On System Reliability and Why the (Conceptual) Design of the Blue Screen on Windows Is Actually a Good Thing

As many people, unfortunately, experienced recently (hello, CrowdStrike), getting repetitive Blue Screen of Death (BSOD) crashes on Windows machines is an utterly unpleasant experience, especially at that scale. This distress led to occasional public calls of frustration ranging from “Windows would've been better without blue screens” to “a good OS would automatically recover from such repetitive reboots.” In this blog post, we want to discuss the conceptual design principles behind system reliability against faulty software and why we think the OS recovery mechanisms behaved reasonably, given the circumstances.

Sharing in Isolation

Before we venture into the driver territory, we need to introduce the core concepts that define Windows architecture. Most applications that we deal with on an everyday basis operate in so-called user mode. User mode is an unprivileged environment designed to limit what programs can do, protecting the essential OS components from tampering and isolating programs from each other. Running application instances exist in logical containers called processes that offer an environment where a program thinks it has exclusive access to memory (see virtual address space) and processing power (see preemptive multitasking). If it all sounds like an early virtualization/containerization technology, you are correct, conceptually it is.

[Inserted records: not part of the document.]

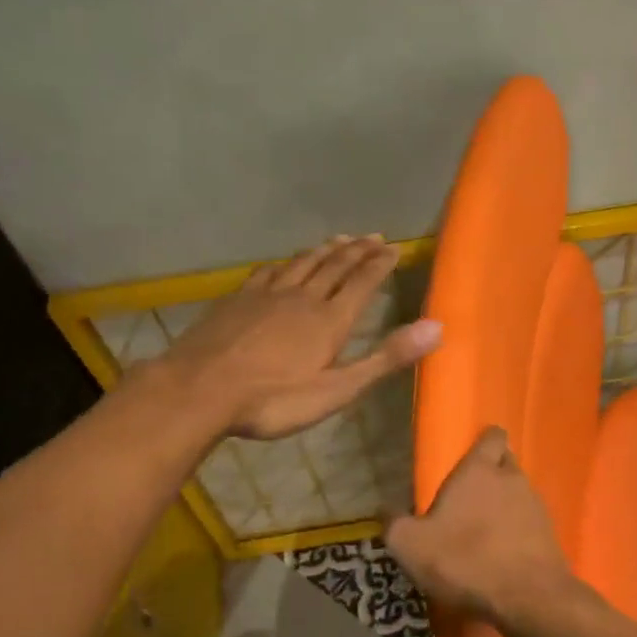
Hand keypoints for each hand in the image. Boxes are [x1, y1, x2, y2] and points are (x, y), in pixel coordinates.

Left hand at [159, 235, 441, 439]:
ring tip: (339, 239)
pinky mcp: (238, 299)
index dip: (379, 264)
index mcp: (329, 320)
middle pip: (335, 266)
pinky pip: (269, 272)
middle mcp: (302, 298)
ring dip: (324, 250)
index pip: (362, 283)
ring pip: (303, 264)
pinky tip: (284, 263)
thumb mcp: (337, 389)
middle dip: (357, 250)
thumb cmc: (274, 400)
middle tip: (373, 236)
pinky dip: (285, 263)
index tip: (393, 248)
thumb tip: (436, 328)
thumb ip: (385, 359)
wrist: (200, 389)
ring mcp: (266, 295)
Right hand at [385, 427, 581, 627]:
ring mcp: (536, 506)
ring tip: (485, 527)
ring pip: (520, 492)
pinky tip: (503, 551)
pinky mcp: (550, 534)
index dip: (485, 440)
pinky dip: (518, 530)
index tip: (473, 451)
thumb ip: (394, 523)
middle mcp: (512, 479)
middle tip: (472, 492)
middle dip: (493, 470)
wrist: (526, 597)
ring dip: (506, 503)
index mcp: (479, 470)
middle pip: (507, 462)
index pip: (492, 436)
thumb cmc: (464, 560)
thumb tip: (384, 508)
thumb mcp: (410, 545)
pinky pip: (530, 522)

Figure: Process isolation vs. kernel sharing.

 

Living in their separate worlds, user-mode programs can perform arbitrary computations, but the moment they need to draw on the screen, read a file, or talk over the network, they need to ask the operating system for help. This design allows Windows to enforce restrictions that, essentially for our discussion, help it preserve integrity. For compatibility/usability reasons, Windows authorizes programs running with Administrator permissions to perform countless potentially dangerous operations, making it possible for them to cause system instability. However, if you discover that an unprivileged program can cause a BSOD (without using the shutdown privilege), feel free to report it to Microsoft and collect their bug bounty for a Denial-of-Service vulnerability.

Process isolation also implies that one program instance cannot directly interfere with another. A buggy implementation that overwrites random memory will likely wreak havoc within the affected process, but it shouldn’t matter for anybody else. The operating system, of course, offers a variety of primitives that break process isolation and allow having shared resources (that one of the using parties, therefore, can corrupt), but these are all opt-in features. In other words, the consequences of sloppy programming in user mode are limited and depend on the privilege level and ability to access shared resources.

The discussion so far promotes the idea that a bug in one component should not affect and crash others. However, such isolation is not always possible or desirable. One example where sharing is inherent is when loading library code. The default Windows implementation – Dynamic Link Libraries – allows making reusable modules that programs can load and ask for various services. DLLs run inside existing processes and, hence, share all runtime resources with the hosting application. This complete sharing implies higher expectations of code quality, as buggy library code can accidentally corrupt the data belonging to the program or other loaded libraries, causing them to misbehave.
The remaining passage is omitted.